--- START ---
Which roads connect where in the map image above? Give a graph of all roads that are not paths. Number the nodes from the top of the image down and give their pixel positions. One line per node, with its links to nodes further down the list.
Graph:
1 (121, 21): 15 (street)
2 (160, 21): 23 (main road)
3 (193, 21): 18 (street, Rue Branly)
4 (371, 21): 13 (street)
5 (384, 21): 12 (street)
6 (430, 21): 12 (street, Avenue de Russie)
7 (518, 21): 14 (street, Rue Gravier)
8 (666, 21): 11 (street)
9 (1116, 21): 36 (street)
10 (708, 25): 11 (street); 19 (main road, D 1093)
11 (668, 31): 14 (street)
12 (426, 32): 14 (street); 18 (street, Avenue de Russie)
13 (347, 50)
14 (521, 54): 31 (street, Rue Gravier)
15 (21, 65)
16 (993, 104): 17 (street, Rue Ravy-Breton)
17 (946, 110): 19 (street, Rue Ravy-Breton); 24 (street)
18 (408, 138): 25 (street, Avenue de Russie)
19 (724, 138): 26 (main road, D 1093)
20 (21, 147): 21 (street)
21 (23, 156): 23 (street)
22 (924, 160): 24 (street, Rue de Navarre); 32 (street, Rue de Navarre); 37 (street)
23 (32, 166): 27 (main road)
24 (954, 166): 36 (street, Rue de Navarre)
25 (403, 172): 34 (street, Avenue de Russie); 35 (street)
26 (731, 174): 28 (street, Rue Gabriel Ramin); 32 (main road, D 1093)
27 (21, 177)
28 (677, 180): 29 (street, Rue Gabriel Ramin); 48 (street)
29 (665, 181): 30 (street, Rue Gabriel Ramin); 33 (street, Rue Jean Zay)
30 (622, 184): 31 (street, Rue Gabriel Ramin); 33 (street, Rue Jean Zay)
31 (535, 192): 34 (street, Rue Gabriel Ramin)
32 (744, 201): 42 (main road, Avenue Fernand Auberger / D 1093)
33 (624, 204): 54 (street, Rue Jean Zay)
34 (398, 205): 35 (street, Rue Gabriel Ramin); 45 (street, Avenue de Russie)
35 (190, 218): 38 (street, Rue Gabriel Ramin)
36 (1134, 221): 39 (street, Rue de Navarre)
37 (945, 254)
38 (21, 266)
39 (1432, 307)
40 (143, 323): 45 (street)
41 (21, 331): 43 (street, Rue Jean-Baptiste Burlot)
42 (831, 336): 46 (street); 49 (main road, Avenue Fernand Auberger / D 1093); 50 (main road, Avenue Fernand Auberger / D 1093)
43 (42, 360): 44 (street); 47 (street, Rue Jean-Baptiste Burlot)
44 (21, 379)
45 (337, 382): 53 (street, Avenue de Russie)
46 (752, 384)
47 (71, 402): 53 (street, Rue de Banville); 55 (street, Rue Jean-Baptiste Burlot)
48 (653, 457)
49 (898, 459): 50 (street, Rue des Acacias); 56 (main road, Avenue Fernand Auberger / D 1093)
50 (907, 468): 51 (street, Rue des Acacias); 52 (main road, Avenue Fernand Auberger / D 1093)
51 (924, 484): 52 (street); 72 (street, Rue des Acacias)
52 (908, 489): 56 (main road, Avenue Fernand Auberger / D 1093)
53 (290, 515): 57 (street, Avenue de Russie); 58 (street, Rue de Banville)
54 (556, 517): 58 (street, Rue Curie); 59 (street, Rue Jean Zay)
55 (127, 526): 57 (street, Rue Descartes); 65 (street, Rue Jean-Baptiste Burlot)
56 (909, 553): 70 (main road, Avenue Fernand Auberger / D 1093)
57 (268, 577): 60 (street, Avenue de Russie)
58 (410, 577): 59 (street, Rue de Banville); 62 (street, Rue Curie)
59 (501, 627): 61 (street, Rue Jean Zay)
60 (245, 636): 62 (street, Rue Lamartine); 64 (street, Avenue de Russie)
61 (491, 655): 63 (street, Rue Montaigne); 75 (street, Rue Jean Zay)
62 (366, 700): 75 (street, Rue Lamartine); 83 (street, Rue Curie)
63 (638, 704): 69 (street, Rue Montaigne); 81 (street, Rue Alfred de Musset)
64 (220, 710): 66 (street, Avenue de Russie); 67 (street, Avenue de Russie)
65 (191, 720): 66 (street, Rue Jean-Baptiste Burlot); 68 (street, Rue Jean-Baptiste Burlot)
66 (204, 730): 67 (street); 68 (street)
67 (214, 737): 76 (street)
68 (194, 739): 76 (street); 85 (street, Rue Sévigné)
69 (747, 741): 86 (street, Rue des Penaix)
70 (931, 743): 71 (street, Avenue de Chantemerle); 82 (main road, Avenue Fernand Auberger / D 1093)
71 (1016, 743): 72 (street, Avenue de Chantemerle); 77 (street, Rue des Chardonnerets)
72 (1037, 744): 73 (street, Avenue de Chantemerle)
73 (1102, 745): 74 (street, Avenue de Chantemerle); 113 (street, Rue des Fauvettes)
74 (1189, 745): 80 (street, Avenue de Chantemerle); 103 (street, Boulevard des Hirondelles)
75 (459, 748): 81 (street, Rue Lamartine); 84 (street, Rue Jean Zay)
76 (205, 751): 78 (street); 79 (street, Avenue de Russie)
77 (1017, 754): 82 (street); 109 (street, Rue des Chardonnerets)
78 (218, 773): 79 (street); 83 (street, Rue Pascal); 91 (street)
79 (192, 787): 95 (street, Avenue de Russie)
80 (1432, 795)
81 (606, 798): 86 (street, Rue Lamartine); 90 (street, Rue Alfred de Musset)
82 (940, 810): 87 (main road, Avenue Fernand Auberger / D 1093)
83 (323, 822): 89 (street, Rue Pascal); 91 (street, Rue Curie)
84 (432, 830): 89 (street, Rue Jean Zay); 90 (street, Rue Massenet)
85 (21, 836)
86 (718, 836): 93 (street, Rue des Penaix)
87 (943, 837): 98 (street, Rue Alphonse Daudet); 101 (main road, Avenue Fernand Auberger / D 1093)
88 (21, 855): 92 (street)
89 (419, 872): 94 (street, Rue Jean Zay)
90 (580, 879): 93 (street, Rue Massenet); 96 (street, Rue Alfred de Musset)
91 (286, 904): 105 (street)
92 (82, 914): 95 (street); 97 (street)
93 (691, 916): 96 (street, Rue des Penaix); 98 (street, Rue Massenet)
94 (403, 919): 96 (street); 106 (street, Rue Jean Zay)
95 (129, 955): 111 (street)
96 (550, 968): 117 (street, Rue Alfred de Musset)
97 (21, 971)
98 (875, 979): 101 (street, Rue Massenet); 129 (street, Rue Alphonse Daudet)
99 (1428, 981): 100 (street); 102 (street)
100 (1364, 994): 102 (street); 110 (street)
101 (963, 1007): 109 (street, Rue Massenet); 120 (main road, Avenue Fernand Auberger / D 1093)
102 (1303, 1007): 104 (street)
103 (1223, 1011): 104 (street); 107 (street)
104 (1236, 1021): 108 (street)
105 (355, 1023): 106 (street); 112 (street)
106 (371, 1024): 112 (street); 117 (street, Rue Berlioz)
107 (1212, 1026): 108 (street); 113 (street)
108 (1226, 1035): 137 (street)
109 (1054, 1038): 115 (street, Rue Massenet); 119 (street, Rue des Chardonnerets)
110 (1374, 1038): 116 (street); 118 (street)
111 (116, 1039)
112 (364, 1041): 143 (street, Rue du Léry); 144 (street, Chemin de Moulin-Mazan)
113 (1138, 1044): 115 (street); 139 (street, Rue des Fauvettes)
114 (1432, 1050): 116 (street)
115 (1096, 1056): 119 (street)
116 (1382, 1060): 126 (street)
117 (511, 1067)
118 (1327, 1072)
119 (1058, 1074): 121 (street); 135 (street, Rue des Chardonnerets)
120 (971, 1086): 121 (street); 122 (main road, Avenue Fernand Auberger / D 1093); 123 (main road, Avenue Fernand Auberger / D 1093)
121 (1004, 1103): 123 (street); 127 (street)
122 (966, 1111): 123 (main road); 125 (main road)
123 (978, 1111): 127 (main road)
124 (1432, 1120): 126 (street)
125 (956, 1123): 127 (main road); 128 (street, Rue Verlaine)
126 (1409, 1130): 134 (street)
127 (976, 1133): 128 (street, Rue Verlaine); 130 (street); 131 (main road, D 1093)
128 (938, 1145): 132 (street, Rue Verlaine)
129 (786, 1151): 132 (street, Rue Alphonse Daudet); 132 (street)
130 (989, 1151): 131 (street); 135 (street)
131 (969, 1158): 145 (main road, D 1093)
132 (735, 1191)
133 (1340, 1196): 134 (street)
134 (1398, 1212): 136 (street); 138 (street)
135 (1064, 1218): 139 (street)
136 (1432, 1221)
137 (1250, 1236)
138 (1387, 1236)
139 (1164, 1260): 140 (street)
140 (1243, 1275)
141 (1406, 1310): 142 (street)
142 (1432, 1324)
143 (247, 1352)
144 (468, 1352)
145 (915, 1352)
--- END ---
## THE TASK:
Your task is to copy each line of the listing that holds the word "Alphonse".

## YOUR SOLUTION:
87 (943, 837): 98 (street, Rue Alphonse Daudet); 101 (main road, Avenue Fernand Auberger / D 1093)
98 (875, 979): 101 (street, Rue Massenet); 129 (street, Rue Alphonse Daudet)
129 (786, 1151): 132 (street, Rue Alphonse Daudet); 132 (street)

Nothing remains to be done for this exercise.